To fully exploit the banquet appears an aggregating substance produced by the male, the “ferrugineol”, that induces the still isolated individuals to join the new colony. Many individuals of both sexes, grouping, improve the performances and even the duration of life.
The species of Washingtonia, for some time considered as immune have turned out to be themselves vulnerable. The apparent difficulty of aggression does not depend, as it had been hypothesized, by special defensive substances, but most probably by the foliar coverage, that does not favor the access of the insect.
Other particular preferences concern the Phoenix canariensis, whose male is aggressed at least one year before the female and usually the specimens attacked by the red palm weevil must be at least seven meters tall.
The cleaning and the periodical pruning of the Phoenix canariensis, produce the emission of attractive substances that have rendered more palatable the species. We can add that the presence of the black rat (Rattus rattus), with erosions to the fronds where it nests, may can encourage considerably the infestation.
It is useful to remind that also other species do exist, relative to the Rhynchophorus ferrugineus, that might expand in the same way, with other nefarious modalities.
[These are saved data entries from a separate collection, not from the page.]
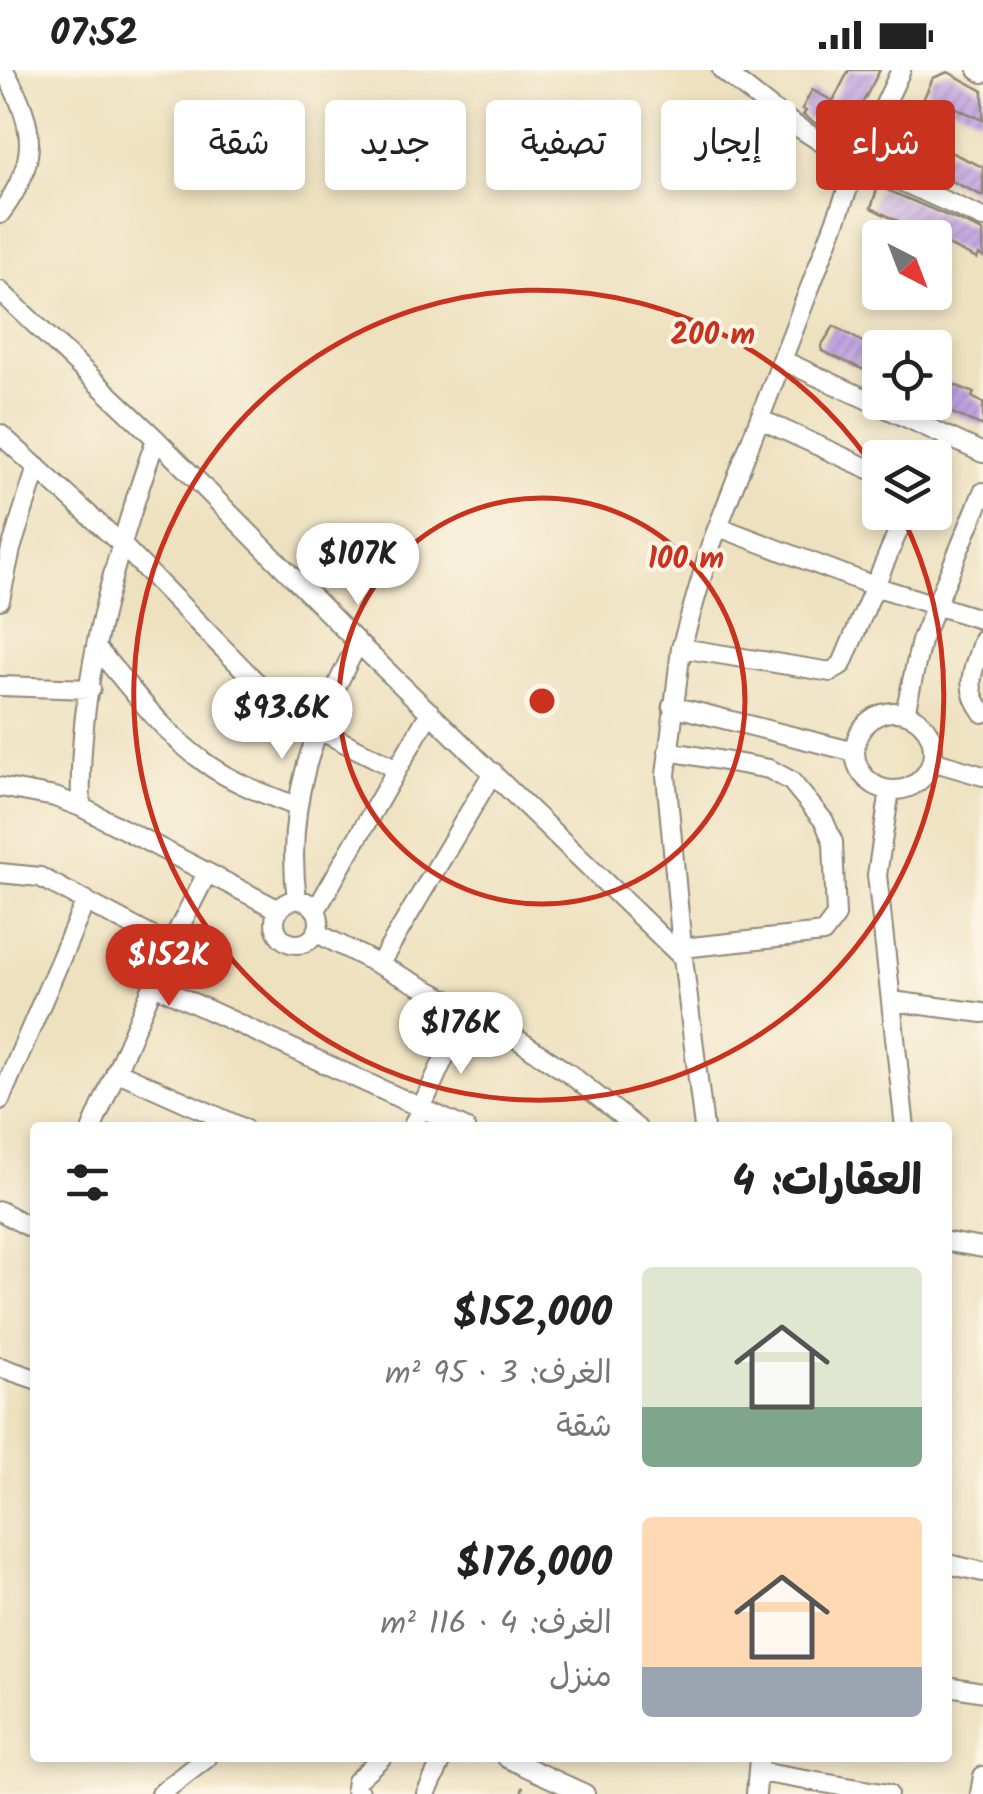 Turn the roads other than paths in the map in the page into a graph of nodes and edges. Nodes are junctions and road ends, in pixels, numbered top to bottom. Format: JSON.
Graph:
{"nodes":[{"id":1,"x":4,"y":70,"type":"edge"},
{"id":2,"x":722,"y":70,"type":"edge"},
{"id":3,"x":902,"y":70,"type":"edge"},
{"id":4,"x":888,"y":100,"type":"edge"},
{"id":5,"x":816,"y":138,"type":"edge"},
{"id":6,"x":848,"y":190,"type":"edge"},
{"id":7,"x":923,"y":190,"type":"edge"},
{"id":8,"x":0,"y":214,"type":"edge"},
{"id":9,"x":983,"y":218,"type":"edge"},
{"id":10,"x":0,"y":292,"type":"edge"},
{"id":11,"x":784,"y":360,"type":"junction"},
{"id":12,"x":762,"y":420,"type":"junction"},
{"id":13,"x":0,"y":434,"type":"edge"},
{"id":14,"x":156,"y":439,"type":"junction"},
{"id":15,"x":983,"y":453,"type":"edge"},
{"id":16,"x":862,"y":466,"type":"edge"},
{"id":17,"x":36,"y":467,"type":"junction"},
{"id":18,"x":983,"y":492,"type":"edge"},
{"id":19,"x":719,"y":526,"type":"junction"},
{"id":20,"x":898,"y":530,"type":"edge"},
{"id":21,"x":120,"y":543,"type":"junction"},
{"id":22,"x":874,"y":586,"type":"junction"},
{"id":23,"x":0,"y":600,"type":"edge"},
{"id":24,"x":934,"y":606,"type":"junction"},
{"id":25,"x":983,"y":620,"type":"edge"},
{"id":26,"x":983,"y":639,"type":"edge"},
{"id":27,"x":358,"y":642,"type":"junction"},
{"id":28,"x":96,"y":648,"type":"junction"},
{"id":29,"x":681,"y":648,"type":"junction"},
{"id":30,"x":0,"y":686,"type":"edge"},
{"id":31,"x":91,"y":688,"type":"junction"},
{"id":32,"x":672,"y":706,"type":"junction"},
{"id":33,"x":430,"y":712,"type":"junction"},
{"id":34,"x":983,"y":713,"type":"edge"},
{"id":35,"x":906,"y":714,"type":"junction"},
{"id":36,"x":318,"y":729,"type":"junction"},
{"id":37,"x":668,"y":751,"type":"junction"},
{"id":38,"x":855,"y":752,"type":"junction"},
{"id":39,"x":932,"y":760,"type":"junction"},
{"id":40,"x":395,"y":768,"type":"junction"},
{"id":41,"x":493,"y":772,"type":"junction"},
{"id":42,"x":983,"y":776,"type":"edge"},
{"id":43,"x":0,"y":787,"type":"edge"},
{"id":44,"x":890,"y":790,"type":"junction"},
{"id":45,"x":296,"y":806,"type":"junction"},
{"id":46,"x":81,"y":807,"type":"junction"},
{"id":47,"x":0,"y":873,"type":"edge"},
{"id":48,"x":207,"y":873,"type":"junction"},
{"id":49,"x":86,"y":900,"type":"junction"},
{"id":50,"x":297,"y":900,"type":"junction"},
{"id":51,"x":279,"y":910,"type":"junction"},
{"id":52,"x":316,"y":910,"type":"junction"},
{"id":53,"x":317,"y":933,"type":"junction"},
{"id":54,"x":170,"y":946,"type":"junction"},
{"id":55,"x":683,"y":953,"type":"junction"},
{"id":56,"x":379,"y":964,"type":"junction"},
{"id":57,"x":154,"y":986,"type":"junction"},
{"id":58,"x":892,"y":1002,"type":"junction"},
{"id":59,"x":467,"y":1008,"type":"junction"},
{"id":60,"x":983,"y":1013,"type":"edge"},
{"id":61,"x":116,"y":1071,"type":"junction"},
{"id":62,"x":0,"y":1100,"type":"edge"},
{"id":63,"x":420,"y":1108,"type":"junction"},
{"id":64,"x":95,"y":1122,"type":"edge"},
{"id":65,"x":230,"y":1122,"type":"edge"},
{"id":66,"x":414,"y":1122,"type":"edge"},
{"id":67,"x":452,"y":1122,"type":"edge"},
{"id":68,"x":629,"y":1122,"type":"edge"},
{"id":69,"x":703,"y":1122,"type":"edge"},
{"id":70,"x":904,"y":1122,"type":"edge"},
{"id":71,"x":0,"y":1211,"type":"edge"},
{"id":72,"x":30,"y":1227,"type":"edge"},
{"id":73,"x":952,"y":1246,"type":"edge"},
{"id":74,"x":983,"y":1248,"type":"edge"},
{"id":75,"x":0,"y":1367,"type":"edge"},
{"id":76,"x":30,"y":1377,"type":"edge"},
{"id":77,"x":952,"y":1565,"type":"edge"},
{"id":78,"x":983,"y":1572,"type":"edge"},
{"id":79,"x":952,"y":1687,"type":"edge"},
{"id":80,"x":983,"y":1692,"type":"edge"},
{"id":81,"x":201,"y":1762,"type":"edge"},
{"id":82,"x":377,"y":1762,"type":"edge"},
{"id":83,"x":441,"y":1762,"type":"edge"},
{"id":84,"x":515,"y":1762,"type":"edge"},
{"id":85,"x":759,"y":1765,"type":"edge"},
{"id":86,"x":983,"y":1776,"type":"edge"},
{"id":87,"x":160,"y":1794,"type":"edge"},
{"id":88,"x":362,"y":1794,"type":"edge"},
{"id":89,"x":426,"y":1794,"type":"edge"},
{"id":90,"x":585,"y":1794,"type":"edge"},
{"id":91,"x":756,"y":1794,"type":"edge"},
{"id":92,"x":888,"y":1794,"type":"edge"},
{"id":93,"x":980,"y":1794,"type":"edge"}],
"edges":[{"from":1,"to":8,"type":"street"},
{"from":2,"to":5,"type":"street"},
{"from":3,"to":4,"type":"street"},
{"from":6,"to":11,"type":"street"},
{"from":7,"to":9,"type":"street"},
{"from":10,"to":14,"type":"street"},
{"from":11,"to":12,"type":"street"},
{"from":11,"to":15,"type":"street"},
{"from":12,"to":16,"type":"street"},
{"from":12,"to":19,"type":"street"},
{"from":13,"to":17,"type":"street"},
{"from":14,"to":21,"type":"street"},
{"from":14,"to":27,"type":"street"},
{"from":17,"to":21,"type":"street"},
{"from":17,"to":23,"type":"street"},
{"from":18,"to":24,"type":"street"},
{"from":19,"to":22,"type":"street"},
{"from":19,"to":29,"type":"street"},
{"from":20,"to":22,"type":"street"},
{"from":21,"to":28,"type":"street"},
{"from":21,"to":36,"type":"street"},
{"from":22,"to":24,"type":"street"},
{"from":22,"to":29,"type":"street"},
{"from":24,"to":25,"type":"street"},
{"from":24,"to":35,"type":"street"},
{"from":26,"to":34,"type":"street"},
{"from":27,"to":33,"type":"street"},
{"from":27,"to":36,"type":"street"},
{"from":28,"to":31,"type":"street"},
{"from":28,"to":45,"type":"street"},
{"from":29,"to":32,"type":"street"},
{"from":30,"to":31,"type":"street"},
{"from":31,"to":46,"type":"street"},
{"from":32,"to":37,"type":"street"},
{"from":32,"to":38,"type":"street"},
{"from":33,"to":40,"type":"street"},
{"from":33,"to":41,"type":"street"},
{"from":35,"to":38,"type":"street"},
{"from":35,"to":39,"type":"street"},
{"from":36,"to":40,"type":"street"},
{"from":36,"to":45,"type":"street"},
{"from":37,"to":55,"type":"street"},
{"from":37,"to":55,"type":"street"},
{"from":38,"to":44,"type":"street"},
{"from":39,"to":42,"type":"street"},
{"from":39,"to":44,"type":"street"},
{"from":40,"to":52,"type":"street"},
{"from":41,"to":55,"type":"street"},
{"from":41,"to":56,"type":"street"},
{"from":43,"to":46,"type":"street"},
{"from":44,"to":58,"type":"street"},
{"from":45,"to":50,"type":"street"},
{"from":46,"to":48,"type":"street"},
{"from":47,"to":49,"type":"street"},
{"from":48,"to":51,"type":"street"},
{"from":48,"to":54,"type":"street"},
{"from":49,"to":54,"type":"street"},
{"from":49,"to":62,"type":"street"},
{"from":50,"to":51,"type":"street"},
{"from":50,"to":52,"type":"street"},
{"from":51,"to":53,"type":"street"},
{"from":52,"to":53,"type":"street"},
{"from":53,"to":56,"type":"street"},
{"from":54,"to":57,"type":"street"},
{"from":55,"to":69,"type":"street"},
{"from":56,"to":59,"type":"street"},
{"from":57,"to":61,"type":"street"},
{"from":57,"to":63,"type":"street"},
{"from":58,"to":60,"type":"street"},
{"from":58,"to":70,"type":"street"},
{"from":59,"to":63,"type":"street"},
{"from":59,"to":68,"type":"street"},
{"from":61,"to":64,"type":"street"},
{"from":61,"to":65,"type":"street"},
{"from":63,"to":66,"type":"street"},
{"from":63,"to":67,"type":"street"},
{"from":71,"to":72,"type":"street"},
{"from":73,"to":74,"type":"street"},
{"from":75,"to":76,"type":"street"},
{"from":77,"to":78,"type":"street"},
{"from":79,"to":80,"type":"street"},
{"from":81,"to":87,"type":"street"},
{"from":82,"to":88,"type":"street"},
{"from":83,"to":89,"type":"street"},
{"from":84,"to":90,"type":"street"},
{"from":85,"to":91,"type":"street"},
{"from":85,"to":92,"type":"street"},
{"from":86,"to":93,"type":"street"}]}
For instance, the American insect Rhynchophorus palmarum, also vector of very harmful nematodes. This should arouse more interest for the prevention. Besides some still ongoing speculations, it should have been determinant a precise preventive plan, at least one year before the arrival of our predator of palms. Many palms could still be now alive by preparing the plants with adequate long-releasing substances injected into the trunk.